Entanglement and nonclassicality of photon-added two-mode squeezed thermal state

TL;DR

This paper introduces photon-added two-mode squeezed thermal states, analyzes their nonclassicality and entanglement properties, and demonstrates their potential usefulness for quantum teleportation, showing photon addition enhances entanglement more than subtraction.

Contribution

It presents a new class of entangled states created by photon addition to TMSTS, deriving their normalization and analyzing their nonclassicality and entanglement properties.

Findings

Photon addition enhances entanglement more effectively than photon subtraction.

Photon-added TMSTS exhibit significant nonclassicality as shown by Wigner function negativity.

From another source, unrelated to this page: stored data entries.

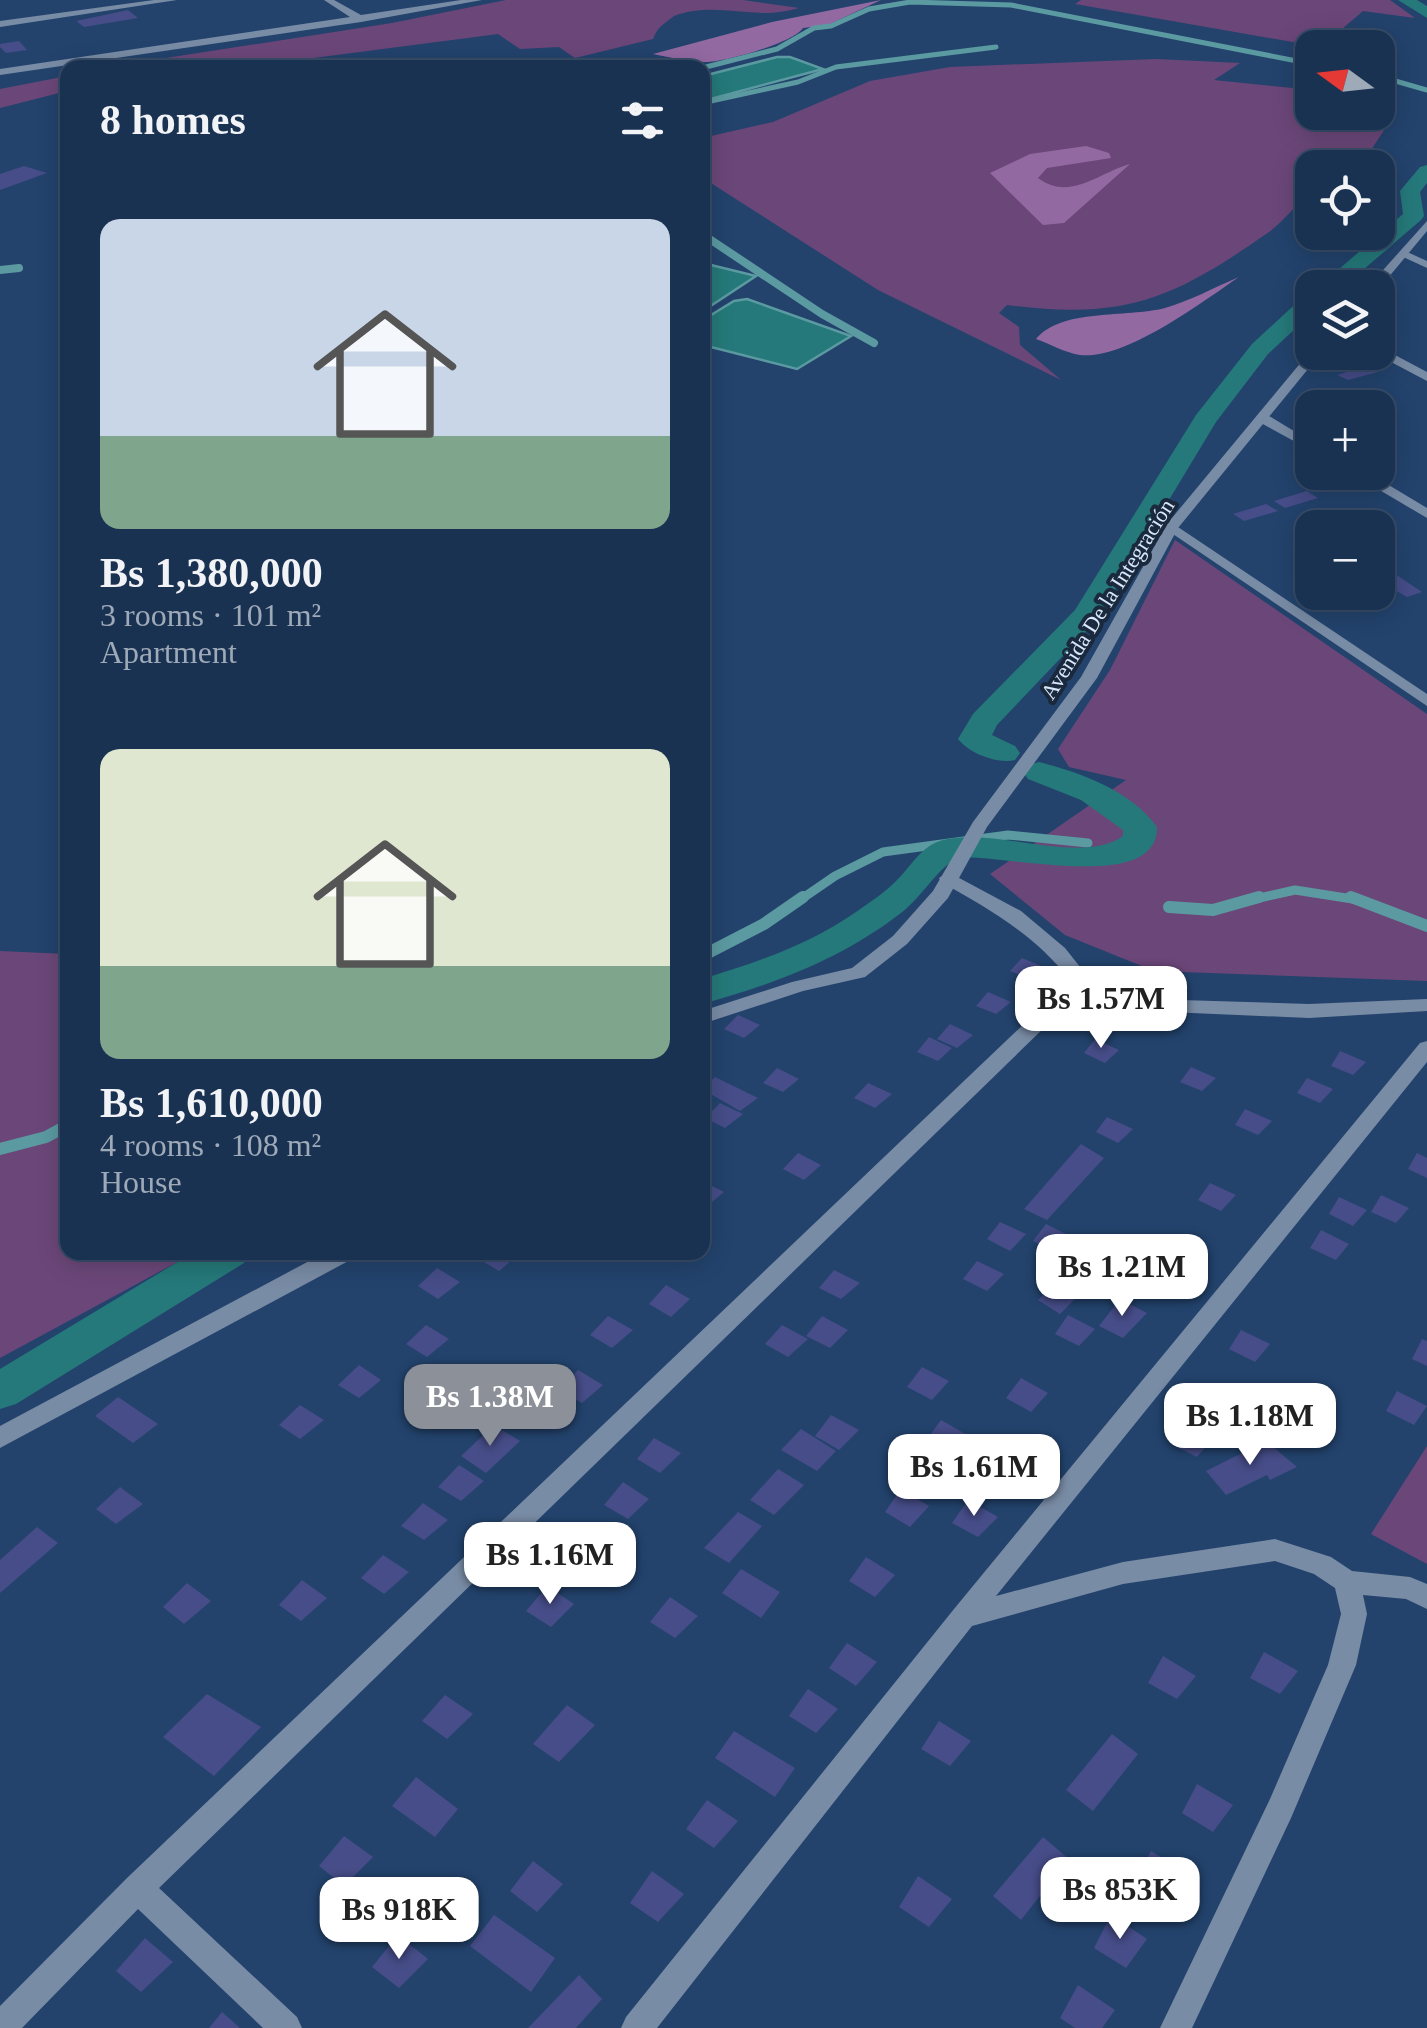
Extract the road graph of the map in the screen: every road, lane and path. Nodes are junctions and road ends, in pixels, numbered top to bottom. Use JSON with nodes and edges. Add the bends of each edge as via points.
{"nodes":[{"id":1,"x":172,"y":0,"type":"edge"},
{"id":2,"x":328,"y":0,"type":"edge"},
{"id":3,"x":478,"y":0,"type":"edge"},
{"id":4,"x":361,"y":20,"type":"junction"},
{"id":5,"x":0,"y":24,"type":"edge"},
{"id":6,"x":83,"y":60,"type":"edge"},
{"id":7,"x":60,"y":63,"type":"edge"},
{"id":8,"x":0,"y":72,"type":"edge"},
{"id":9,"x":1427,"y":224,"type":"edge"},
{"id":10,"x":1405,"y":254,"type":"junction"},
{"id":11,"x":1427,"y":265,"type":"edge"},
{"id":12,"x":1390,"y":270,"type":"edge"},
{"id":13,"x":1395,"y":359,"type":"edge"},
{"id":14,"x":1302,"y":370,"type":"edge"},
{"id":15,"x":1427,"y":376,"type":"edge"},
{"id":16,"x":1264,"y":419,"type":"junction"},
{"id":17,"x":1295,"y":437,"type":"edge"},
{"id":18,"x":1386,"y":490,"type":"edge"},
{"id":19,"x":1427,"y":514,"type":"edge"},
{"id":20,"x":1172,"y":526,"type":"junction"},
{"id":21,"x":1427,"y":701,"type":"edge"},
{"id":22,"x":954,"y":870,"type":"junction"},
{"id":23,"x":1081,"y":980,"type":"junction"},
{"id":24,"x":1427,"y":1005,"type":"edge"},
{"id":25,"x":710,"y":1015,"type":"edge"},
{"id":26,"x":1427,"y":1048,"type":"edge"},
{"id":27,"x":331,"y":1260,"type":"edge"},
{"id":28,"x":0,"y":1438,"type":"edge"},
{"id":29,"x":1348,"y":1582,"type":"junction"},
{"id":30,"x":1427,"y":1597,"type":"edge"},
{"id":31,"x":963,"y":1617,"type":"junction"},
{"id":32,"x":138,"y":1888,"type":"junction"},
{"id":33,"x":0,"y":2028,"type":"edge"},
{"id":34,"x":286,"y":2028,"type":"edge"},
{"id":35,"x":638,"y":2028,"type":"edge"},
{"id":36,"x":1176,"y":2028,"type":"edge"}],
"edges":[{"from":1,"to":5,"type":"street"},
{"from":2,"to":4,"type":"street"},
{"from":3,"to":4,"type":"street"},
{"from":4,"to":6,"type":"street"},
{"from":7,"to":8,"type":"street"},
{"from":9,"to":10,"type":"street"},
{"from":10,"to":11,"type":"street"},
{"from":10,"to":12,"type":"street"},
{"from":13,"to":15,"type":"street"},
{"from":14,"to":16,"type":"street","name":"Avenida De la Integración"},
{"from":16,"to":17,"type":"street"},
{"from":16,"to":20,"type":"street","name":"Avenida De la Integración"},
{"from":18,"to":19,"type":"street"},
{"from":20,"to":21,"type":"street"},
{"from":20,"to":22,"type":"street","name":"Avenida De la Integración","via":[[1089,678]]},
{"from":22,"to":23,"type":"street","via":[[1058,952]]},
{"from":22,"to":25,"type":"street","name":"Avenida De la Integración","via":[[900,940],[858,973]]},
{"from":23,"to":24,"type":"street","via":[[1146,1005],[1208,1010]]},
{"from":23,"to":32,"type":"street"},
{"from":26,"to":31,"type":"street"},
{"from":27,"to":28,"type":"street"},
{"from":29,"to":30,"type":"street","via":[[1410,1588]]},
{"from":29,"to":31,"type":"street","via":[[1322,1565],[1274,1550],[1124,1573]]},
{"from":29,"to":36,"type":"street","via":[[1354,1614],[1342,1665]]},
{"from":31,"to":35,"type":"street"},
{"from":32,"to":33,"type":"street"},
{"from":32,"to":34,"type":"street"}]}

Symmetrical photon-added TMSTS improve quantum teleportation performance.

Abstract

We introduce a kind of entangled state---photon-addition two-mode squeezed thermal state (TMSTS) by adding photons to each mode of the TMSTS. Using the P-representation of thermal state, the compact expression of the normalization factor is derived, a Jacobi polynomial. The nonclassicality is investigated by exploring especially the negativity of Wigner function. The entanglement is discussed by using Shchukin-Vogel criteria. It is shown that the photon-addtion to the TMSTS may be more effective for the entanglement enhancement than the photon-subtraction from the TMSTS. In addition, the quantum teleportation is also examined, which shows that symmetrical photon-added TMSTS may be more useful for quantum teleportation than the non-symmetric case.